═══ INPUT RECORDS ═══

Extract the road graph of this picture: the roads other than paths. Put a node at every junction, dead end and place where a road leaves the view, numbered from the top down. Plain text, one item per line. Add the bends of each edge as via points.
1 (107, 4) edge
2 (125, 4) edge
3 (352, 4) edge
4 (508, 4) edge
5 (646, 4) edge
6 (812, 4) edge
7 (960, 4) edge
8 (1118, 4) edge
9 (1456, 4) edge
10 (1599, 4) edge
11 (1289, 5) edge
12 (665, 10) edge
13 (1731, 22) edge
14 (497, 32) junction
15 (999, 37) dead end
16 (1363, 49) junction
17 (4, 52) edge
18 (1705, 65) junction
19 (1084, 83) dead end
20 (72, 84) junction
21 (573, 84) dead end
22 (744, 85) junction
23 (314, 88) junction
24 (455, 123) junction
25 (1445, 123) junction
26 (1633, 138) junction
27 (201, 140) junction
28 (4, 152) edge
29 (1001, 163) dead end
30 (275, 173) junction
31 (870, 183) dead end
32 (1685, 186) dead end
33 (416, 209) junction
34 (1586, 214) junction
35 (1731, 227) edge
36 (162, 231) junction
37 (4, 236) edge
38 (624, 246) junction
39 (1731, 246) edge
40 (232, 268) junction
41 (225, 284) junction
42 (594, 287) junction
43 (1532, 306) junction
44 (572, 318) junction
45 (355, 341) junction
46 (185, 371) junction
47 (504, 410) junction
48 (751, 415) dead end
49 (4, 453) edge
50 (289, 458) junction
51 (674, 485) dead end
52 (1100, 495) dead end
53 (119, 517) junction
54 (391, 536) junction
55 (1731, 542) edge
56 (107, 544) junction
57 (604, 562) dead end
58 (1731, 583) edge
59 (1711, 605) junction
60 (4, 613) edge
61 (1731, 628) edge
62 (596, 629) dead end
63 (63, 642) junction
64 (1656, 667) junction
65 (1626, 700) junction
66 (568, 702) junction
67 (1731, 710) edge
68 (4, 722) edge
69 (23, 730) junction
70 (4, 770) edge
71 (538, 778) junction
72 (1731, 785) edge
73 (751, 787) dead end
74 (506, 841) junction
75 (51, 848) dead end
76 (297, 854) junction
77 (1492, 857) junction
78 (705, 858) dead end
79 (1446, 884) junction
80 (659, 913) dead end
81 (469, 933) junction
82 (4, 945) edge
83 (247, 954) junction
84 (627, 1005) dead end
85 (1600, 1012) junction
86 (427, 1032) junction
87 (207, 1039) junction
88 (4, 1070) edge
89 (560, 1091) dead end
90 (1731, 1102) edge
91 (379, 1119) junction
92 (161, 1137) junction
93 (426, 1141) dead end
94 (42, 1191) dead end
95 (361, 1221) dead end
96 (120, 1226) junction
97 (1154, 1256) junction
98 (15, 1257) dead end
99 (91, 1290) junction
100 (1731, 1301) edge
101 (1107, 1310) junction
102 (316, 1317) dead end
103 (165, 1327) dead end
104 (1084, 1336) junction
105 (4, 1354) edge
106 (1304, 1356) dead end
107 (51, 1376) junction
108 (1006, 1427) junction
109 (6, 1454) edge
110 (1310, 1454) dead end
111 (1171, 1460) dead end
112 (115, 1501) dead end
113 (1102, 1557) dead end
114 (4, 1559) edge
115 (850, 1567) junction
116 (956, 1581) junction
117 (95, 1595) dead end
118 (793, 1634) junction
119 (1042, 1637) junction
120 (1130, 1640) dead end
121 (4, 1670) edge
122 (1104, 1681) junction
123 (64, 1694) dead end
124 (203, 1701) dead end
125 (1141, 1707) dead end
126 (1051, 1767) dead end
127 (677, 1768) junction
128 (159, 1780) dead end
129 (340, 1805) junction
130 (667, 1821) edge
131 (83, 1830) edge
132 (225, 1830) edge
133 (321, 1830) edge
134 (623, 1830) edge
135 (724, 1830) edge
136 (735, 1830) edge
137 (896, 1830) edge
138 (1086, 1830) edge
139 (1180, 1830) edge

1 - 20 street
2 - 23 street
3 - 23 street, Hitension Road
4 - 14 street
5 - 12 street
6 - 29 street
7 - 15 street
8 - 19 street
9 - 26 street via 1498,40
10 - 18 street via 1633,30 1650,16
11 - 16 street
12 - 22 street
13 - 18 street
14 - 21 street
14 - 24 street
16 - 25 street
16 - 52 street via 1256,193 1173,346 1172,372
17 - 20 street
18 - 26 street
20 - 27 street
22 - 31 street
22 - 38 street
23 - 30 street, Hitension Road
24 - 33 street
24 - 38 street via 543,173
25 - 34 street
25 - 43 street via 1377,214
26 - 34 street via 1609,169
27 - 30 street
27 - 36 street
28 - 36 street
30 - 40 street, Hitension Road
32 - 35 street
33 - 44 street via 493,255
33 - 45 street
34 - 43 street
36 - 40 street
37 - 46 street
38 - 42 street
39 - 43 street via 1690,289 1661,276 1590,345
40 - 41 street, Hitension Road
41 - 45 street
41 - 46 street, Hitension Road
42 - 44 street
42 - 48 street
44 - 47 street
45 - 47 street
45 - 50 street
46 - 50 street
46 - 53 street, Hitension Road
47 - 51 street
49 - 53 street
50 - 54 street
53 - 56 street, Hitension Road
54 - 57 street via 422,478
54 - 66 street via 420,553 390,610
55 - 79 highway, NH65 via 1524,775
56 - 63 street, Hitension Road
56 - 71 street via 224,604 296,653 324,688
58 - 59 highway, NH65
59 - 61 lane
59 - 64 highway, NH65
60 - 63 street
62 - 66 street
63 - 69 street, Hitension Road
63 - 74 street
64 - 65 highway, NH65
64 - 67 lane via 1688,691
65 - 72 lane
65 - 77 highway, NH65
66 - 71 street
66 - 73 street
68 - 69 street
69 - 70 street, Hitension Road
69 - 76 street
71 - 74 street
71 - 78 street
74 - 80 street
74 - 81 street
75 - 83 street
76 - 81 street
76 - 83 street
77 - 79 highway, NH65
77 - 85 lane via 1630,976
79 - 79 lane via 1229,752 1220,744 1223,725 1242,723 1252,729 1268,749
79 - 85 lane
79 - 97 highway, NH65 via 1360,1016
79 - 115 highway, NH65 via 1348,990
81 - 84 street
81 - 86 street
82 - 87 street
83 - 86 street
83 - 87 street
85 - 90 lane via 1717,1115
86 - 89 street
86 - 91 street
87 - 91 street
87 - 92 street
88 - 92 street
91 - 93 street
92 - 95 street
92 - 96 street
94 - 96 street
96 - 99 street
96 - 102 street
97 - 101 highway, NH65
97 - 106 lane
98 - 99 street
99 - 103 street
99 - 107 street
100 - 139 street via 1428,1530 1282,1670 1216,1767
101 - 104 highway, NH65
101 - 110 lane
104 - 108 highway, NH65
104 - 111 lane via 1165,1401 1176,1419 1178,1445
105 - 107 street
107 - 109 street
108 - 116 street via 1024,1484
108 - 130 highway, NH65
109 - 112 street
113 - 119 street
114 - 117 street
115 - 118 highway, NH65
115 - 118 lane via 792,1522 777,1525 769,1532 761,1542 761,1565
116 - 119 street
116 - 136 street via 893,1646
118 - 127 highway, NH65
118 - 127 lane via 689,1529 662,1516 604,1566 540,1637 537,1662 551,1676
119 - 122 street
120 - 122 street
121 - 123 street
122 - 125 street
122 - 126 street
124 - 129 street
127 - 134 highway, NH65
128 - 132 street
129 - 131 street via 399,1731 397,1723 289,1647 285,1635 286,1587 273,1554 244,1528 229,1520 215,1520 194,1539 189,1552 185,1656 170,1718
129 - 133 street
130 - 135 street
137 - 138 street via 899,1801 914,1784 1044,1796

═══

Your task is to reproduce all the data exactly as shown.

Extract the road graph of this picture: the roads other than paths. Put a node at every junction, dead end and place where a road leaves the view, numbered from the top down. Plain text, one item per line. Add the bends of each edge as via points.
1 (107, 4) edge
2 (125, 4) edge
3 (352, 4) edge
4 (508, 4) edge
5 (646, 4) edge
6 (812, 4) edge
7 (960, 4) edge
8 (1118, 4) edge
9 (1456, 4) edge
10 (1599, 4) edge
11 (1289, 5) edge
12 (665, 10) edge
13 (1731, 22) edge
14 (497, 32) junction
15 (999, 37) dead end
16 (1363, 49) junction
17 (4, 52) edge
18 (1705, 65) junction
19 (1084, 83) dead end
20 (72, 84) junction
21 (573, 84) dead end
22 (744, 85) junction
23 (314, 88) junction
24 (455, 123) junction
25 (1445, 123) junction
26 (1633, 138) junction
27 (201, 140) junction
28 (4, 152) edge
29 (1001, 163) dead end
30 (275, 173) junction
31 (870, 183) dead end
32 (1685, 186) dead end
33 (416, 209) junction
34 (1586, 214) junction
35 (1731, 227) edge
36 (162, 231) junction
37 (4, 236) edge
38 (624, 246) junction
39 (1731, 246) edge
40 (232, 268) junction
41 (225, 284) junction
42 (594, 287) junction
43 (1532, 306) junction
44 (572, 318) junction
45 (355, 341) junction
46 (185, 371) junction
47 (504, 410) junction
48 (751, 415) dead end
49 (4, 453) edge
50 (289, 458) junction
51 (674, 485) dead end
52 (1100, 495) dead end
53 (119, 517) junction
54 (391, 536) junction
55 (1731, 542) edge
56 (107, 544) junction
57 (604, 562) dead end
58 (1731, 583) edge
59 (1711, 605) junction
60 (4, 613) edge
61 (1731, 628) edge
62 (596, 629) dead end
63 (63, 642) junction
64 (1656, 667) junction
65 (1626, 700) junction
66 (568, 702) junction
67 (1731, 710) edge
68 (4, 722) edge
69 (23, 730) junction
70 (4, 770) edge
71 (538, 778) junction
72 (1731, 785) edge
73 (751, 787) dead end
74 (506, 841) junction
75 (51, 848) dead end
76 (297, 854) junction
77 (1492, 857) junction
78 (705, 858) dead end
79 (1446, 884) junction
80 (659, 913) dead end
81 (469, 933) junction
82 (4, 945) edge
83 (247, 954) junction
84 (627, 1005) dead end
85 (1600, 1012) junction
86 (427, 1032) junction
87 (207, 1039) junction
88 (4, 1070) edge
89 (560, 1091) dead end
90 (1731, 1102) edge
91 (379, 1119) junction
92 (161, 1137) junction
93 (426, 1141) dead end
94 (42, 1191) dead end
95 (361, 1221) dead end
96 (120, 1226) junction
97 (1154, 1256) junction
98 (15, 1257) dead end
99 (91, 1290) junction
100 (1731, 1301) edge
101 (1107, 1310) junction
102 (316, 1317) dead end
103 (165, 1327) dead end
104 (1084, 1336) junction
105 (4, 1354) edge
106 (1304, 1356) dead end
107 (51, 1376) junction
108 (1006, 1427) junction
109 (6, 1454) edge
110 (1310, 1454) dead end
111 (1171, 1460) dead end
112 (115, 1501) dead end
113 (1102, 1557) dead end
114 (4, 1559) edge
115 (850, 1567) junction
116 (956, 1581) junction
117 (95, 1595) dead end
118 (793, 1634) junction
119 (1042, 1637) junction
120 (1130, 1640) dead end
121 (4, 1670) edge
122 (1104, 1681) junction
123 (64, 1694) dead end
124 (203, 1701) dead end
125 (1141, 1707) dead end
126 (1051, 1767) dead end
127 (677, 1768) junction
128 (159, 1780) dead end
129 (340, 1805) junction
130 (667, 1821) edge
131 (83, 1830) edge
132 (225, 1830) edge
133 (321, 1830) edge
134 (623, 1830) edge
135 (724, 1830) edge
136 (735, 1830) edge
137 (896, 1830) edge
138 (1086, 1830) edge
139 (1180, 1830) edge

1 - 20 street
2 - 23 street
3 - 23 street, Hitension Road
4 - 14 street
5 - 12 street
6 - 29 street
7 - 15 street
8 - 19 street
9 - 26 street via 1498,40
10 - 18 street via 1633,30 1650,16
11 - 16 street
12 - 22 street
13 - 18 street
14 - 21 street
14 - 24 street
16 - 25 street
16 - 52 street via 1256,193 1173,346 1172,372
17 - 20 street
18 - 26 street
20 - 27 street
22 - 31 street
22 - 38 street
23 - 30 street, Hitension Road
24 - 33 street
24 - 38 street via 543,173
25 - 34 street
25 - 43 street via 1377,214
26 - 34 street via 1609,169
27 - 30 street
27 - 36 street
28 - 36 street
30 - 40 street, Hitension Road
32 - 35 street
33 - 44 street via 493,255
33 - 45 street
34 - 43 street
36 - 40 street
37 - 46 street
38 - 42 street
39 - 43 street via 1690,289 1661,276 1590,345
40 - 41 street, Hitension Road
41 - 45 street
41 - 46 street, Hitension Road
42 - 44 street
42 - 48 street
44 - 47 street
45 - 47 street
45 - 50 street
46 - 50 street
46 - 53 street, Hitension Road
47 - 51 street
49 - 53 street
50 - 54 street
53 - 56 street, Hitension Road
54 - 57 street via 422,478
54 - 66 street via 420,553 390,610
55 - 79 highway, NH65 via 1524,775
56 - 63 street, Hitension Road
56 - 71 street via 224,604 296,653 324,688
58 - 59 highway, NH65
59 - 61 lane
59 - 64 highway, NH65
60 - 63 street
62 - 66 street
63 - 69 street, Hitension Road
63 - 74 street
64 - 65 highway, NH65
64 - 67 lane via 1688,691
65 - 72 lane
65 - 77 highway, NH65
66 - 71 street
66 - 73 street
68 - 69 street
69 - 70 street, Hitension Road
69 - 76 street
71 - 74 street
71 - 78 street
74 - 80 street
74 - 81 street
75 - 83 street
76 - 81 street
76 - 83 street
77 - 79 highway, NH65
77 - 85 lane via 1630,976
79 - 79 lane via 1229,752 1220,744 1223,725 1242,723 1252,729 1268,749
79 - 85 lane
79 - 97 highway, NH65 via 1360,1016
79 - 115 highway, NH65 via 1348,990
81 - 84 street
81 - 86 street
82 - 87 street
83 - 86 street
83 - 87 street
85 - 90 lane via 1717,1115
86 - 89 street
86 - 91 street
87 - 91 street
87 - 92 street
88 - 92 street
91 - 93 street
92 - 95 street
92 - 96 street
94 - 96 street
96 - 99 street
96 - 102 street
97 - 101 highway, NH65
97 - 106 lane
98 - 99 street
99 - 103 street
99 - 107 street
100 - 139 street via 1428,1530 1282,1670 1216,1767
101 - 104 highway, NH65
101 - 110 lane
104 - 108 highway, NH65
104 - 111 lane via 1165,1401 1176,1419 1178,1445
105 - 107 street
107 - 109 street
108 - 116 street via 1024,1484
108 - 130 highway, NH65
109 - 112 street
113 - 119 street
114 - 117 street
115 - 118 highway, NH65
115 - 118 lane via 792,1522 777,1525 769,1532 761,1542 761,1565
116 - 119 street
116 - 136 street via 893,1646
118 - 127 highway, NH65
118 - 127 lane via 689,1529 662,1516 604,1566 540,1637 537,1662 551,1676
119 - 122 street
120 - 122 street
121 - 123 street
122 - 125 street
122 - 126 street
124 - 129 street
127 - 134 highway, NH65
128 - 132 street
129 - 131 street via 399,1731 397,1723 289,1647 285,1635 286,1587 273,1554 244,1528 229,1520 215,1520 194,1539 189,1552 185,1656 170,1718
129 - 133 street
130 - 135 street
137 - 138 street via 899,1801 914,1784 1044,1796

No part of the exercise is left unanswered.